Year after year for fifteen centuries, people have gathered in that building to pour out their hopes, fears and dreams to God in prayer; husbands and wives made life vows to each other, baptised their children around the small worn font; people took bread and drank wine at the rickety wooden altar and buried their dead in the graveyard surrounding the building. Some of those people had the fierce, intense, focused faith of the hermit who originally prayed on the site. Others had a more uncertain faith that flickered rather than burned brightly, but still was a guiding light for their life.  Meanwhile, the buildings kept standing through winter storms, mounting sand dunes, reformations, civil wars and revolutions, and provided a continuity that held together the changing fortunes and moods of that local community for a millennia and a half. 

 

Walking past this minor architectural miracle, I’ve often asked myself the question why people bothered to build a church in such a remote and awkward place, and why such efforts have been made to maintain this tiny structure, which can only seat around 40 people even when jam-packed full.  

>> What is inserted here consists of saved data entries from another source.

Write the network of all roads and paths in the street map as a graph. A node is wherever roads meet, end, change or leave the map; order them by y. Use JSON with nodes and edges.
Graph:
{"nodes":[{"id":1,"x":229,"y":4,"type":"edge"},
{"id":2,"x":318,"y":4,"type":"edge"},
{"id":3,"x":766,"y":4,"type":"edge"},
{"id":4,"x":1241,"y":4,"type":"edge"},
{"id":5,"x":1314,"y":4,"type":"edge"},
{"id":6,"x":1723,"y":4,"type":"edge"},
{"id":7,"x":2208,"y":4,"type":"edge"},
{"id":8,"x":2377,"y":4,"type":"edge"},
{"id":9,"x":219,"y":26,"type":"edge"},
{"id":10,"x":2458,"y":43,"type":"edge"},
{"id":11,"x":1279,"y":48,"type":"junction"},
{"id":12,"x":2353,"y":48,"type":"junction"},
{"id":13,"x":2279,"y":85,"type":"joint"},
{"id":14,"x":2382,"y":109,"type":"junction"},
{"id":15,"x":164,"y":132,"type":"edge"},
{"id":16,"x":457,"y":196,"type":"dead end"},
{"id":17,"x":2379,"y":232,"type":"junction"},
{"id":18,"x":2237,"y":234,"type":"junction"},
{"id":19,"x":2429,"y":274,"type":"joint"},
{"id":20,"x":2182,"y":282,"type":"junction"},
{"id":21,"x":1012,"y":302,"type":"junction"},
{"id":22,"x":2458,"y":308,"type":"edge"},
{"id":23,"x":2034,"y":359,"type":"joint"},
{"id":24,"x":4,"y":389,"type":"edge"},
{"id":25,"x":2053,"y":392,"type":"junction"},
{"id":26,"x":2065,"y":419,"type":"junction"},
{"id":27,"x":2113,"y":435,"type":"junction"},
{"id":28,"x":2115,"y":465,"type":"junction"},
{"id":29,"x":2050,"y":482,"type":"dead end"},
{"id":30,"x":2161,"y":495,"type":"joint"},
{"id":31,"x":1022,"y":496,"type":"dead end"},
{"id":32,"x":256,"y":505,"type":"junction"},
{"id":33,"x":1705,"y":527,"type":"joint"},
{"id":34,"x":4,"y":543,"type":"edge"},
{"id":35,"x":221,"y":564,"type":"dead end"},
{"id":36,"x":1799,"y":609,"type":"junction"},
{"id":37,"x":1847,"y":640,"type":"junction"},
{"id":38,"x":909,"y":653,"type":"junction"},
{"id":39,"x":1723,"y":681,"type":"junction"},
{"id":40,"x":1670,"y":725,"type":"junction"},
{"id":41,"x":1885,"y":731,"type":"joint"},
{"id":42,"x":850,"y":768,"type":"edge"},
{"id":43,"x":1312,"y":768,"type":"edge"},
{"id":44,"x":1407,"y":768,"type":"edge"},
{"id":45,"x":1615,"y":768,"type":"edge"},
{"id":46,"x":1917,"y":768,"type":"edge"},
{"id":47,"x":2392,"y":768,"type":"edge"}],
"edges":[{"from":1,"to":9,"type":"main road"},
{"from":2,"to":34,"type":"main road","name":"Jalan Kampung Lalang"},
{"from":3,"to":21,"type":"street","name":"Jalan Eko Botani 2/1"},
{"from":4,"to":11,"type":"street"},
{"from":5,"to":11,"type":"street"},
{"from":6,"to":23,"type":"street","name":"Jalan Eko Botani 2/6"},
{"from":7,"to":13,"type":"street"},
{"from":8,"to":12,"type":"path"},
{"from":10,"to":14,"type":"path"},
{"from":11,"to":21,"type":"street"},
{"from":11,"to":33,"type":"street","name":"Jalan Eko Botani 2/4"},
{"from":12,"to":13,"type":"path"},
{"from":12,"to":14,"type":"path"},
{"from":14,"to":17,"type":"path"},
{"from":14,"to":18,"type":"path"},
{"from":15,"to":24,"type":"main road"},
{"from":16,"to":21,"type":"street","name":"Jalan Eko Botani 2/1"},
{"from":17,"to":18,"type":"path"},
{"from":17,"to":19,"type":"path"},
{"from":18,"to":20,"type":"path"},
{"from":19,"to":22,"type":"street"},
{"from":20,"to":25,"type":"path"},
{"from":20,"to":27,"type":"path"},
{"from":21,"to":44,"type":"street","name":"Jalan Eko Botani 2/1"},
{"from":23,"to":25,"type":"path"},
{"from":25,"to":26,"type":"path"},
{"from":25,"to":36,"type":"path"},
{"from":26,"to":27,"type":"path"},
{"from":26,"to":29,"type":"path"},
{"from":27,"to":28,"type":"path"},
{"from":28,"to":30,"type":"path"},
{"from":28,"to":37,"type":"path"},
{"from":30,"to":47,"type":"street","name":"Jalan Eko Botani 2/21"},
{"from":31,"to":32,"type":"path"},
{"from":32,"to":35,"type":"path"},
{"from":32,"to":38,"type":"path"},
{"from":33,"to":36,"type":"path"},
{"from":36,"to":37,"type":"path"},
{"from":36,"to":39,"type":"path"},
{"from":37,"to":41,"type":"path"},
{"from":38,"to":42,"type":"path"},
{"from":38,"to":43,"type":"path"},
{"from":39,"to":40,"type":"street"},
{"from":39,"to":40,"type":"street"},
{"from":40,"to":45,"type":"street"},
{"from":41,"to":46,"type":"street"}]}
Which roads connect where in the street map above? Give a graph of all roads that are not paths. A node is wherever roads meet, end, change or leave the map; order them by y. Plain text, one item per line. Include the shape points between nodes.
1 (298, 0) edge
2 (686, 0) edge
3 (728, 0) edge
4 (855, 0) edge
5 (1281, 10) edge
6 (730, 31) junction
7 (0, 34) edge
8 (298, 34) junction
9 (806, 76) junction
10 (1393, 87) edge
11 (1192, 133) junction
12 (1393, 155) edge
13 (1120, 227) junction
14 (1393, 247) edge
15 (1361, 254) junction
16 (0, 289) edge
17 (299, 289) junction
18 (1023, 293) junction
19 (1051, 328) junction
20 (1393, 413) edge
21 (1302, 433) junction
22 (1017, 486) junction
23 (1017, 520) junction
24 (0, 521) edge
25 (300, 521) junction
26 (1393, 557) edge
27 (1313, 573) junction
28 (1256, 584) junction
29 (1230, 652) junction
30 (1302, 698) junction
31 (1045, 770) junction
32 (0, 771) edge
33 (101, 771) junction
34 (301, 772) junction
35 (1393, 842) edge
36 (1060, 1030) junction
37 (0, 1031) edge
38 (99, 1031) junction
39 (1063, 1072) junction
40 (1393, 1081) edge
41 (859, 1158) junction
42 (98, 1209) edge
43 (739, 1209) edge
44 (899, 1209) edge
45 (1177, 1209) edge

'This building stood, and stands, for a way of life, and a view of the world that sustained people.'

The answer is that this building stood, and stands, for a way of life, and a view of the world that sustained people in small communities like this, and countless larger ones – towns and cities - for around 2000 years. And it’s not just here. Wherever you go in Europe, when you enter a town or village, somewhere in the heart of that community will be a church. Some are grand, opulent affairs, built by some local grandee eager to show off their devotion, or sometimes, let’s be honest, their wealth. Others, like the one in the golf course, are small, humble, ramshackle structures, lacking in any great architectural merit, but whose stones  breathe the love and devotion of the generations for whom that building was the anchor of their lives, the place where life began and ended, and where most significant events were commemorated in between.   

 

These days, many of these churches are struggling to stay open. Regular churchgoing has dropped off in many parts of Europe, and many of these village churches in particular are slowly decaying. It’s partly a result of the general decline in community activities - political party membership has declined significantly, many local pubs and cinemas have closed, and people don’t join things as much as they used to.  But at the same time, many people no longer believe what their ancestors did, and so church seems a strange blend of general niceness with some religious mumbo-jumbo that doesn’t really make much sense anymore. Yet many people still celebrate significant life events in churches. Despite the decline in regular church attendance, most people still want weddings in churches, many get their babies baptised, and ask the local vicar to conduct the funerals of their loved ones.  There is still something - a sense that these places, and the connection with transcendence that they offer - are places you go to at moments of extreme joy or sadness. 

 

Those people in the past were not stupid. Christian faith held together communities and whole nations across Europe for centuries, not because nobody thought hard about it, but because it gave a framework for living that made sense to people, and enabled them to manage and make sense of their lives. It met the needs of the simplest villagers and the most sophisticated and intelligent philosophers. Of course today we are much more technologically advanced and scientifically knowledgeable than they were. However we still look into a dark night sky and marvel at our smallness in a vast universe just as they did; we still cry agonising tears when we lose our friends and family, or when a relationship breaks up, just as they did; we too ask questions about the meaning of life, freedom, suffering, just as they did. The science may have changed, but human nature does not change that much. The questions we ask are remarkably similar to the ones that our ancestors struggled with in the past. 

 

To get a sense of the sheer power of the Christian story, and the way in which it shaped the lives of millions, just walk into any art gallery, and look at just about any section before the 18th century.  Many of the paintings and sculptures will be direct references to the stories of the Bible, and even the ones that aren’t often have all kinds of subtle references to Christian  belief hidden deep within. Or take time to wander around one of the many mediaeval cathedrals that are dotted around biggish cities across the continent, and ask yourself why people designed structures that they knew they would never see because they took more than a lifetime to build. 

 

We have laid aside this heritage in a comparatively short period of time. People in the west often look to eastern traditions, mainly Buddhist, whether of the full-on type, or the gentler forms of mindfulness, because they seem to offer a pathway to peace and tranquillity as well as a faint whiff of the exotic and tantalising. And yet right under our noses lies a deep well of wisdom that inspired our greatest architecture, our finest works of art, and our most soaring and spine-tingling music, and, to those who have discovered it, still claims to offer peace of heart, a sense of fulfilment and meaning, and an unshakeable underlying note of joy to life.  

 

The problem is that we haven’t really found anything to replace it. As Julian Barnes wrote,  in the first line of his book on death, Nothing to be Frightened of:

“I don’t believe in God, but I miss him.” 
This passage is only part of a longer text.